**Work order**
The expected output is every line below, reproduced exactly.

**Collected data entries**
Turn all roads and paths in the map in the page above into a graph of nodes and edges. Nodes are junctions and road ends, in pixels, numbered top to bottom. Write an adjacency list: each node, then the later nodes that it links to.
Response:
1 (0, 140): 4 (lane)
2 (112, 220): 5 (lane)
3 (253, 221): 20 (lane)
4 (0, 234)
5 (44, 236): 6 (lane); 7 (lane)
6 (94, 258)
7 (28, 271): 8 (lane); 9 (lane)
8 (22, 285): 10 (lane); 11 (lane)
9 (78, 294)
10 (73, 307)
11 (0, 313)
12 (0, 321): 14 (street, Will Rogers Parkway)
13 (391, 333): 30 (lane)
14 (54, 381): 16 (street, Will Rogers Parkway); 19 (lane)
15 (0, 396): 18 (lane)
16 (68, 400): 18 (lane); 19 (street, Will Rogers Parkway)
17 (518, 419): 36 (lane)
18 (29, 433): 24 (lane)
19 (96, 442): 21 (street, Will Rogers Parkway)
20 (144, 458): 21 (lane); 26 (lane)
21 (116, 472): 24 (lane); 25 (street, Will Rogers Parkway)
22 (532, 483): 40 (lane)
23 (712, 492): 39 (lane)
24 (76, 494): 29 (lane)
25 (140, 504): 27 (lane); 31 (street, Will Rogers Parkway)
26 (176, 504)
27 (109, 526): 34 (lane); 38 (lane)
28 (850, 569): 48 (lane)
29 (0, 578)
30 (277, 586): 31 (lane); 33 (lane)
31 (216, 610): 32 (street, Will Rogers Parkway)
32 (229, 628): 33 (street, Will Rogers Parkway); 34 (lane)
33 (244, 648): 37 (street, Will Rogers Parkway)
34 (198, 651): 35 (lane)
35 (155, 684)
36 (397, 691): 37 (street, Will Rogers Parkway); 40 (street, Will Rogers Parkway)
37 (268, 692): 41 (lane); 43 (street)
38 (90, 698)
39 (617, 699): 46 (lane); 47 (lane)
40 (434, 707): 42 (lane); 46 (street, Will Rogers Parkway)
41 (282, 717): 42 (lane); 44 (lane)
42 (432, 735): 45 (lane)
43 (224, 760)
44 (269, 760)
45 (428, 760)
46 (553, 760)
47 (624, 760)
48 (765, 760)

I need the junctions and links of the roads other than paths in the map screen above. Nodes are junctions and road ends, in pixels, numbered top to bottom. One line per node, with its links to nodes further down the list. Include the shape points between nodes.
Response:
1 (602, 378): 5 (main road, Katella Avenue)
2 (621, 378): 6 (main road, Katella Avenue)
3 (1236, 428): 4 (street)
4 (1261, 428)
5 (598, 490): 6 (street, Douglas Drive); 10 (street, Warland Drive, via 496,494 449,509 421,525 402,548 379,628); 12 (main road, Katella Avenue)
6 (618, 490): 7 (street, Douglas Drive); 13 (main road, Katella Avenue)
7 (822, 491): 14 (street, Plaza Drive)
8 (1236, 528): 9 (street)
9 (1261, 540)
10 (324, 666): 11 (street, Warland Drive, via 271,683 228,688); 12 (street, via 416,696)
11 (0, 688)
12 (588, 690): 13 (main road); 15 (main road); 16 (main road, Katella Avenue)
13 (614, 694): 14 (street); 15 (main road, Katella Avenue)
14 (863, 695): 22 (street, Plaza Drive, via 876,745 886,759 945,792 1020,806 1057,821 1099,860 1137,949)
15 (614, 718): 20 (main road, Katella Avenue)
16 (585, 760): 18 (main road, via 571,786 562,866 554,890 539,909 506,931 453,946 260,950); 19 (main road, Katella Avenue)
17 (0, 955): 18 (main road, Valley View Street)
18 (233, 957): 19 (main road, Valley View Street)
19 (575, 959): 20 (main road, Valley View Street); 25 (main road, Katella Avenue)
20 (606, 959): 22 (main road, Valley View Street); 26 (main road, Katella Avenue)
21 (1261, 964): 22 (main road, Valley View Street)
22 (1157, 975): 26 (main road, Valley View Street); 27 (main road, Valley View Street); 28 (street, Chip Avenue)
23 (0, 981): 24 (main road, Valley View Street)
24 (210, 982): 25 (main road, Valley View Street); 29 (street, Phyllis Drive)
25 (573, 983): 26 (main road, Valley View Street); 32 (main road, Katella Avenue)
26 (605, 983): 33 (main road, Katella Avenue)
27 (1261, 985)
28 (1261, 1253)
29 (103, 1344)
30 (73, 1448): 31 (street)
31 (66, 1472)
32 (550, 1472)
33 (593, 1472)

**Exercise solution**
Turn all roads and paths in the map in the page above into a graph of nodes and edges. Nodes are junctions and road ends, in pixels, numbered top to bottom. Write an adjacency list: each node, then the later nodes that it links to.
Response:
1 (0, 140): 4 (lane)
2 (112, 220): 5 (lane)
3 (253, 221): 20 (lane)
4 (0, 234)
5 (44, 236): 6 (lane); 7 (lane)
6 (94, 258)
7 (28, 271): 8 (lane); 9 (lane)
8 (22, 285): 10 (lane); 11 (lane)
9 (78, 294)
10 (73, 307)
11 (0, 313)
12 (0, 321): 14 (street, Will Rogers Parkway)
13 (391, 333): 30 (lane)
14 (54, 381): 16 (street, Will Rogers Parkway); 19 (lane)
15 (0, 396): 18 (lane)
16 (68, 400): 18 (lane); 19 (street, Will Rogers Parkway)
17 (518, 419): 36 (lane)
18 (29, 433): 24 (lane)
19 (96, 442): 21 (street, Will Rogers Parkway)
20 (144, 458): 21 (lane); 26 (lane)
21 (116, 472): 24 (lane); 25 (street, Will Rogers Parkway)
22 (532, 483): 40 (lane)
23 (712, 492): 39 (lane)
24 (76, 494): 29 (lane)
25 (140, 504): 27 (lane); 31 (street, Will Rogers Parkway)
26 (176, 504)
27 (109, 526): 34 (lane); 38 (lane)
28 (850, 569): 48 (lane)
29 (0, 578)
30 (277, 586): 31 (lane); 33 (lane)
31 (216, 610): 32 (street, Will Rogers Parkway)
32 (229, 628): 33 (street, Will Rogers Parkway); 34 (lane)
33 (244, 648): 37 (street, Will Rogers Parkway)
34 (198, 651): 35 (lane)
35 (155, 684)
36 (397, 691): 37 (street, Will Rogers Parkway); 40 (street, Will Rogers Parkway)
37 (268, 692): 41 (lane); 43 (street)
38 (90, 698)
39 (617, 699): 46 (lane); 47 (lane)
40 (434, 707): 42 (lane); 46 (street, Will Rogers Parkway)
41 (282, 717): 42 (lane); 44 (lane)
42 (432, 735): 45 (lane)
43 (224, 760)
44 (269, 760)
45 (428, 760)
46 (553, 760)
47 (624, 760)
48 (765, 760)

I need the junctions and links of the roads other than paths in the map screen above. Nodes are junctions and road ends, in pixels, numbered top to bottom. One line per node, with its links to nodes further down the list. Include the shape points between nodes.
Response:
1 (602, 378): 5 (main road, Katella Avenue)
2 (621, 378): 6 (main road, Katella Avenue)
3 (1236, 428): 4 (street)
4 (1261, 428)
5 (598, 490): 6 (street, Douglas Drive); 10 (street, Warland Drive, via 496,494 449,509 421,525 402,548 379,628); 12 (main road, Katella Avenue)
6 (618, 490): 7 (street, Douglas Drive); 13 (main road, Katella Avenue)
7 (822, 491): 14 (street, Plaza Drive)
8 (1236, 528): 9 (street)
9 (1261, 540)
10 (324, 666): 11 (street, Warland Drive, via 271,683 228,688); 12 (street, via 416,696)
11 (0, 688)
12 (588, 690): 13 (main road); 15 (main road); 16 (main road, Katella Avenue)
13 (614, 694): 14 (street); 15 (main road, Katella Avenue)
14 (863, 695): 22 (street, Plaza Drive, via 876,745 886,759 945,792 1020,806 1057,821 1099,860 1137,949)
15 (614, 718): 20 (main road, Katella Avenue)
16 (585, 760): 18 (main road, via 571,786 562,866 554,890 539,909 506,931 453,946 260,950); 19 (main road, Katella Avenue)
17 (0, 955): 18 (main road, Valley View Street)
18 (233, 957): 19 (main road, Valley View Street)
19 (575, 959): 20 (main road, Valley View Street); 25 (main road, Katella Avenue)
20 (606, 959): 22 (main road, Valley View Street); 26 (main road, Katella Avenue)
21 (1261, 964): 22 (main road, Valley View Street)
22 (1157, 975): 26 (main road, Valley View Street); 27 (main road, Valley View Street); 28 (street, Chip Avenue)
23 (0, 981): 24 (main road, Valley View Street)
24 (210, 982): 25 (main road, Valley View Street); 29 (street, Phyllis Drive)
25 (573, 983): 26 (main road, Valley View Street); 32 (main road, Katella Avenue)
26 (605, 983): 33 (main road, Katella Avenue)
27 (1261, 985)
28 (1261, 1253)
29 (103, 1344)
30 (73, 1448): 31 (street)
31 (66, 1472)
32 (550, 1472)
33 (593, 1472)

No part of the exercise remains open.